No luck removing the case back with an adjustable spanner, I've ordered a removal tool from Amazon and will have a go with that rather than risk damaging the watch.

Re-reading john87300's Mortima history again, I realise my watch would be categorised as a lady's as much as a child's watch and possibly contains a pin pallet C64 movement - hopefully we'll see when the tool arrives Saturday.


----------



## fatehbajwa

I always wondered about this brand. Thanks for all the info. Here is a quick iPad picture of one that I have ...... Runs fine but needs an original crown ..... The smaller one seems aftermarket. I like that the dial says 100% waterproof.


----------



## bubba48




----------



## elGrafico

Is an unbreakable spring like an unsinkable boat?


----------



## elGrafico

Finally got the case back off, took a few goes over a period of days to avoid getting frustrated and damaging things.

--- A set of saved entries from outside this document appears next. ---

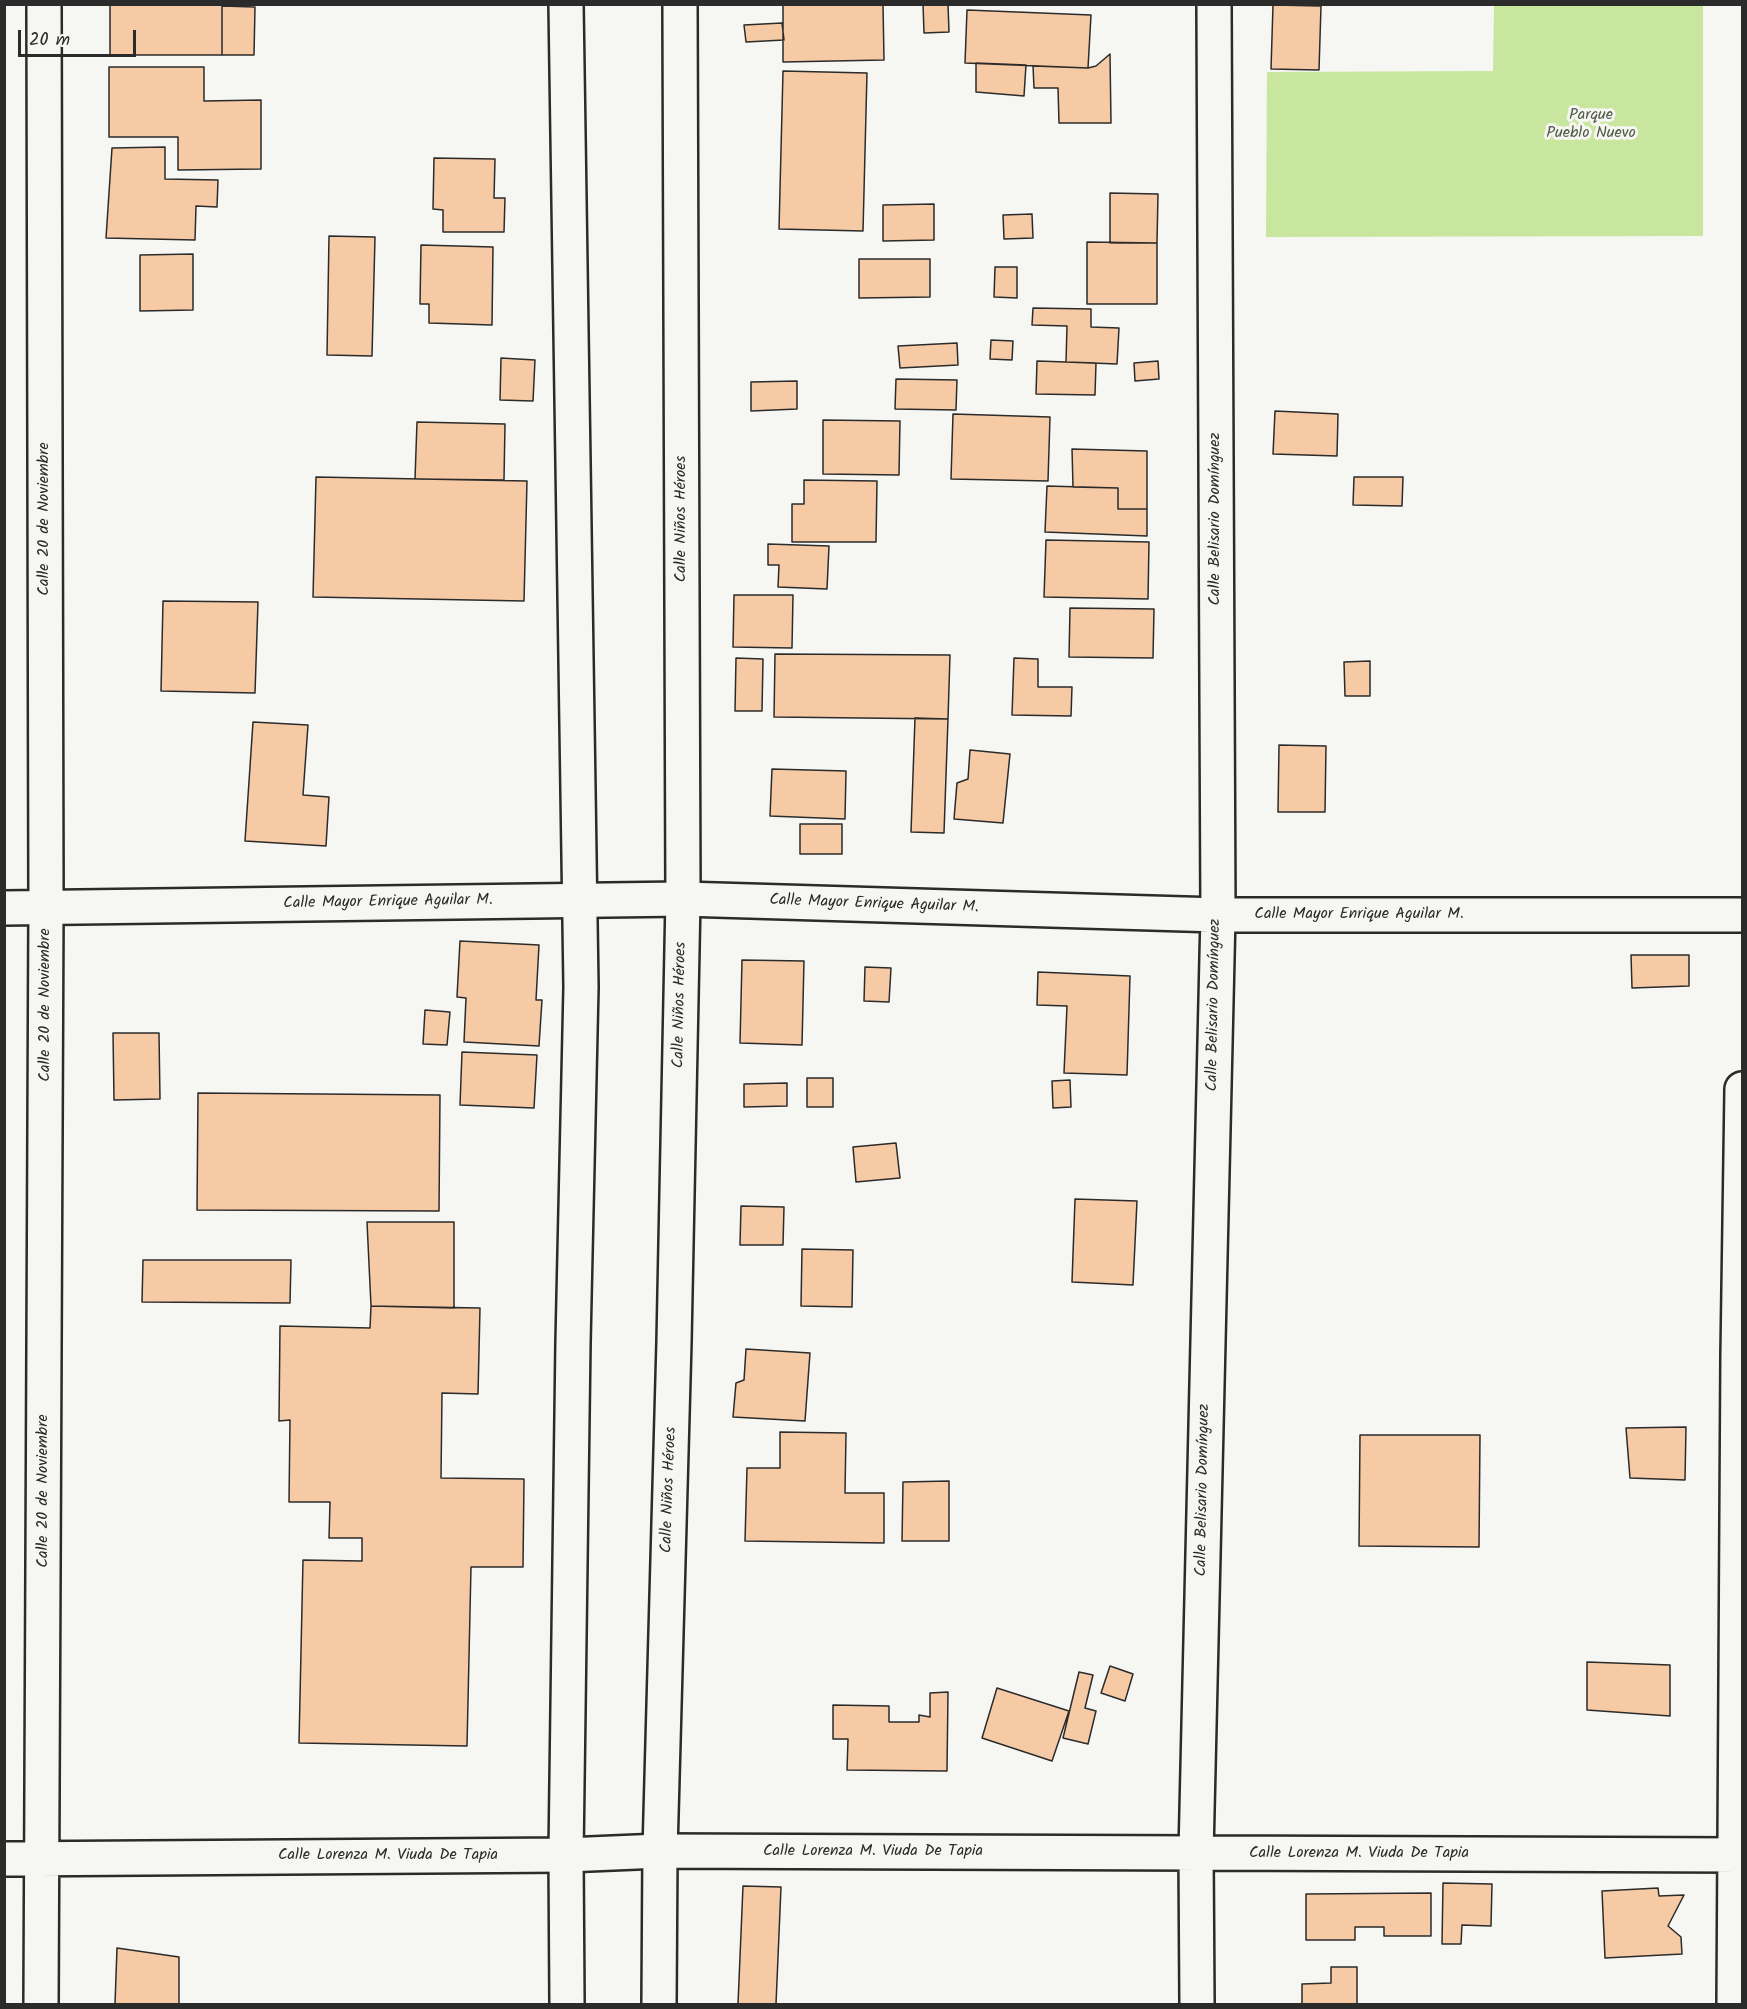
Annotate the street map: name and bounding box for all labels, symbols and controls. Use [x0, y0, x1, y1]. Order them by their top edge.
scale bar [21, 18, 140, 56]
text: 20 m [29, 26, 70, 55]
park label: Parque Pueblo Nuevo [1546, 106, 1636, 144]
street label: Calle Belisario Domínguez [1206, 433, 1226, 605]
street label: Calle 20 de Noviembre [35, 442, 55, 596]
street label: Calle Niños Héroes [672, 456, 692, 582]
street label: Calle Mayor Enrique Aguilar M. [283, 892, 493, 914]
street label: Calle Mayor Enrique Aguilar M. [769, 892, 979, 918]
street label: Calle Mayor Enrique Aguilar M. [1254, 905, 1464, 925]
street label: Calle Belisario Domínguez [1204, 918, 1226, 1092]
street label: Calle 20 de Noviembre [36, 928, 56, 1082]
street label: Calle Niños Héroes [670, 942, 692, 1068]
street label: Calle Belisario Domínguez [1193, 1403, 1215, 1577]
street label: Calle 20 de Noviembre [34, 1414, 54, 1568]
street label: Calle Niños Héroes [658, 1426, 682, 1554]
street label: Calle Lorenza M. Viuda De Tapia [763, 1842, 983, 1862]
street label: Calle Lorenza M. Viuda De Tapia [1249, 1844, 1469, 1864]
street label: Calle Lorenza M. Viuda De Tapia [278, 1846, 498, 1866]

As I suspected, it's the smaller pin pallet C64 movement (pictured), the hands adjust freely but the watch will not wind, the crown won't turn when in the winding position though it will turn backwards which makes a ratchety clicking. Any hints as to what might be wrong and where to get it repaired appreciated.


----------



## Hartmut Richter

If it won't wind but will turn freely in the "wrong direction", the mainspring is probably fully wound already and won't take any more energy. In which case, if the movement isn't ticking, the geartrain may be jammed, filthy or otherwise malevolent. I also notice that there is some rust on the movement, mainly in the keyless works area but if this has affected other parts, this may be the source of the problem.

Hartmut Richter


----------



## elGrafico

I noticed the rust too - I'll see if I can better ascertain the extent of the rust and perhaps try to gently coax the mechanism into action, otherwise I think it will need a watchmaker's attention.

Is it my imagination or are the 3 jewels across the top included to raise the jewel count only? They don't seem to be aligned with any gear pins...


----------



## elGrafico

I'm somewhat amazed, but after a little gentle prodding and tapping, the watch is running!

Assuming it keeps ticking, would it be wiser to let the movement run until fully unwound before trying to wind it, or to try winding it before it stops? Does it make any difference?

Thank you for your help thus far!


----------



## Hartmut Richter

No, I don't think it would make much of a difference. The geartrain should be up to taking the full power of the mainspring so if yours has run down a little and you want to restore 100% power, that should not damage anything. If you wanted to let down the mainspring quickly, you need to 1. hold the crown, then 2. release the click on the mainspring (e.g. using a toothpick) to 3. slowly let the crown rotate between your fingers. If you omit 1. before doing 2. or even let go of the crown in 3., the geartrain will spin madly in its setting jewels and you risk severe damage.

Hartmut Richter


----------



## elGrafico

Thanks again.

Left on a bedside table the watch ran through the night and I fully wound it this morning. It has stopped a few times today while being worn, but has so far restarted when gently tapped. Might the movement take a few days to settle in after being in a drawer for the last 30 years, or is the stalling a symptom of the movement severely needing a service?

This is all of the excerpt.